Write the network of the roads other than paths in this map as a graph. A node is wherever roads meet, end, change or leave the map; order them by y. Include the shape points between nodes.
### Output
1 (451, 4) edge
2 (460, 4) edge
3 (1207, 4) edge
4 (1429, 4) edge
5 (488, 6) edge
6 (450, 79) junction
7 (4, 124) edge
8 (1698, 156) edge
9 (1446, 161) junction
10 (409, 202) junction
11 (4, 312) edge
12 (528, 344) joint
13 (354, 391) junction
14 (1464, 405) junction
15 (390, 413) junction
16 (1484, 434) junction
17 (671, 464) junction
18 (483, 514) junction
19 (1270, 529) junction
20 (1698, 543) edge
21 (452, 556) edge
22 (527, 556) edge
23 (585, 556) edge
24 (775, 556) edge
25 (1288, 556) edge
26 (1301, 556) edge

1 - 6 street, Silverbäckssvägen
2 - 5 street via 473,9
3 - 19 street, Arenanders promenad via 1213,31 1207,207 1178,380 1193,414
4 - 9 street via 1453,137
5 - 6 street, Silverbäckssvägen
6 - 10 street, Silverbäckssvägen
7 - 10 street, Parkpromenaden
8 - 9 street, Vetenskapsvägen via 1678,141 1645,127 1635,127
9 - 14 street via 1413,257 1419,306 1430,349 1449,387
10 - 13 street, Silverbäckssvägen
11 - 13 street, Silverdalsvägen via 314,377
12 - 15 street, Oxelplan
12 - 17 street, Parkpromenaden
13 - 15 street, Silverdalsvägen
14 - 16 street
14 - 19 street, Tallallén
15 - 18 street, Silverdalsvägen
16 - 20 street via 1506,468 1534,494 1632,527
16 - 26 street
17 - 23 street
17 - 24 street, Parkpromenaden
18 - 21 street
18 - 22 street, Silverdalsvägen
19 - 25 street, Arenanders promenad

==

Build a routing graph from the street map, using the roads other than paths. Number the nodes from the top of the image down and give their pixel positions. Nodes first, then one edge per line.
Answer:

- Exercise brief:
From the listing above, return every line that contains the word "paths".

- Final answer:
Write the network of the roads other than paths in this map as a graph. A node is wherever roads meet, end, change or leave the map; order them by y. Include the shape points between nodes.
Build a routing graph from the street map, using the roads other than paths. Number the nodes from the top of the image down and give their pixel positions. Nodes first, then one edge per line.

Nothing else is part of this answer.